─── Records for this task
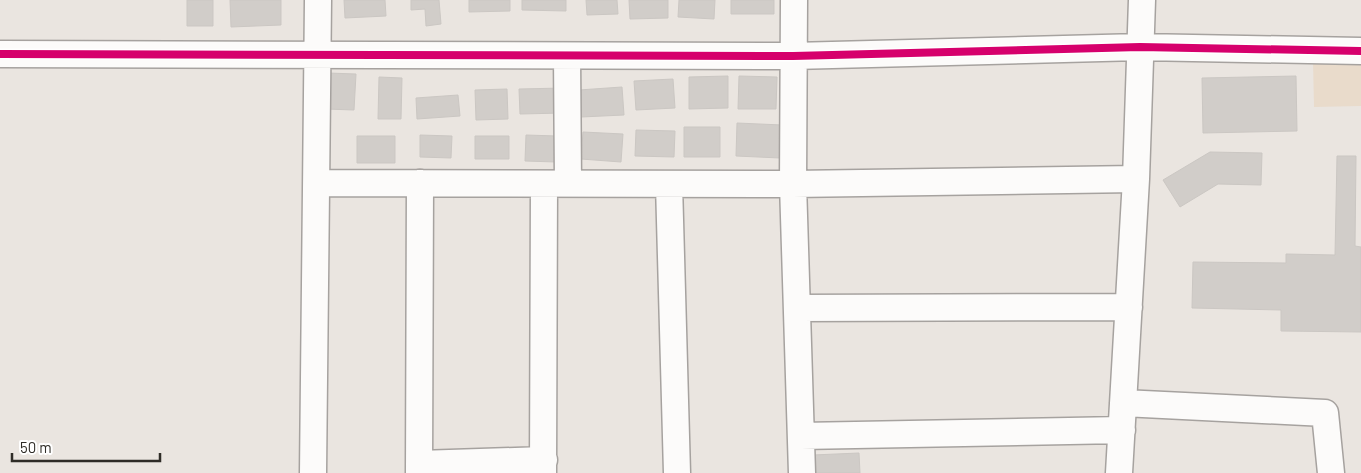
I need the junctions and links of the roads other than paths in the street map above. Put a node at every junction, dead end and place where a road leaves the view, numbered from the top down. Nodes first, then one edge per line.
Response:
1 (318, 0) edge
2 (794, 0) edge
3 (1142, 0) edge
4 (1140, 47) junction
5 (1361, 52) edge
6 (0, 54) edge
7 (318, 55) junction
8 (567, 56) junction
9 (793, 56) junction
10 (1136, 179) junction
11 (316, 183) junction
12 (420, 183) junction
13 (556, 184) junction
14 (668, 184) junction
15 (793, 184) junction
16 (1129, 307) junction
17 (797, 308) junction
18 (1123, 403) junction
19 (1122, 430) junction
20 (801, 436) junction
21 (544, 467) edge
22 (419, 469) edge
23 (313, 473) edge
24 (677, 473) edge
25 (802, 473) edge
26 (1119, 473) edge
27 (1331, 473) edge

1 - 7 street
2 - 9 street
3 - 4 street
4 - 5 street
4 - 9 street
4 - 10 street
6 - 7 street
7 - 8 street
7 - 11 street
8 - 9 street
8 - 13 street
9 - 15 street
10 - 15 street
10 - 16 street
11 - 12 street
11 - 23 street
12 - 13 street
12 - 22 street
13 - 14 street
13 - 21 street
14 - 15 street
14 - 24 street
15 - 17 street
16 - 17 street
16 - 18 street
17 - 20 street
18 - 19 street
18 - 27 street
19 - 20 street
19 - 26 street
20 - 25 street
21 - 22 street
──────
─── Records for this task
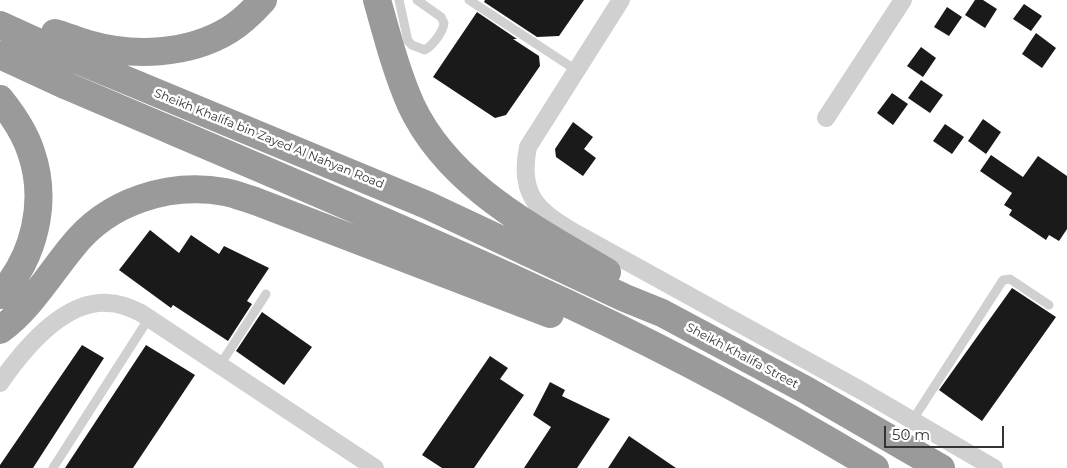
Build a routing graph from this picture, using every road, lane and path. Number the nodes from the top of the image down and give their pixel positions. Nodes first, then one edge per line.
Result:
──────
─── Records for this task
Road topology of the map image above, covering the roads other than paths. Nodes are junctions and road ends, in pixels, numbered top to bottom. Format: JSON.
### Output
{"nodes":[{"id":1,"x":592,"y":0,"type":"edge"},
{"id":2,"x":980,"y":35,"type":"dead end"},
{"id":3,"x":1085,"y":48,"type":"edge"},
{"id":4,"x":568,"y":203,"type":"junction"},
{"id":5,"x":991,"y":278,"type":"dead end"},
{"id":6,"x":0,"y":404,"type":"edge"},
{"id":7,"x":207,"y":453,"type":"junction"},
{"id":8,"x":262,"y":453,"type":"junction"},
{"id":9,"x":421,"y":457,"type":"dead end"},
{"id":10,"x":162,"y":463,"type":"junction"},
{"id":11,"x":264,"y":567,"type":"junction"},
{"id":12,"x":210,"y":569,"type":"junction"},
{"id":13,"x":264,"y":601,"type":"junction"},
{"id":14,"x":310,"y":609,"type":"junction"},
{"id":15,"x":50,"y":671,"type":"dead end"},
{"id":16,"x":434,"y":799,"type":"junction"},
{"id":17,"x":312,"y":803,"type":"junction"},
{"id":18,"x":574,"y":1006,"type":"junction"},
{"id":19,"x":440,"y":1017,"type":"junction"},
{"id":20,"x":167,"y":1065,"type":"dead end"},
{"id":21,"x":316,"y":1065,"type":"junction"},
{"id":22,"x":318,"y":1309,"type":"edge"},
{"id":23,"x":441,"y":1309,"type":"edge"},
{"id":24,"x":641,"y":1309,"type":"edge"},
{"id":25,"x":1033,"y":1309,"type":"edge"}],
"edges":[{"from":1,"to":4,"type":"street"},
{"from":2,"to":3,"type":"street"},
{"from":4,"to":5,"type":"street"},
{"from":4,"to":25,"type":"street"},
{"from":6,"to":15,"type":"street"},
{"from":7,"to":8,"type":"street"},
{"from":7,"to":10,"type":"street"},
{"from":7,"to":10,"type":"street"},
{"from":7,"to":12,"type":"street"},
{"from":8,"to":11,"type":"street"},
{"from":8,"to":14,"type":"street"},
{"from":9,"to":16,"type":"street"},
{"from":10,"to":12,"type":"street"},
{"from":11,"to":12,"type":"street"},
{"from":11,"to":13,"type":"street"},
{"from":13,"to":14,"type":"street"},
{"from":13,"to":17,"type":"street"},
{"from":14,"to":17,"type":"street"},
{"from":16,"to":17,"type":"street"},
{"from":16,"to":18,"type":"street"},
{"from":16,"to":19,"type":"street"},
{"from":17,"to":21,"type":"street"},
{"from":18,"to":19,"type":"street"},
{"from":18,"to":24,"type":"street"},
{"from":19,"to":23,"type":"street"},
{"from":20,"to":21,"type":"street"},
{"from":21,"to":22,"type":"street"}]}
──────
Write out every line from the data above that includes "roads".

Exercise result —
I need the junctions and links of the roads other than paths in the street map above. Put a node at every junction, dead end and place where a road leaves the view, numbered from the top down. Nodes first, then one edge per line.
Road topology of the map image above, covering the roads other than paths. Nodes are junctions and road ends, in pixels, numbered top to bottom. Format: JSON.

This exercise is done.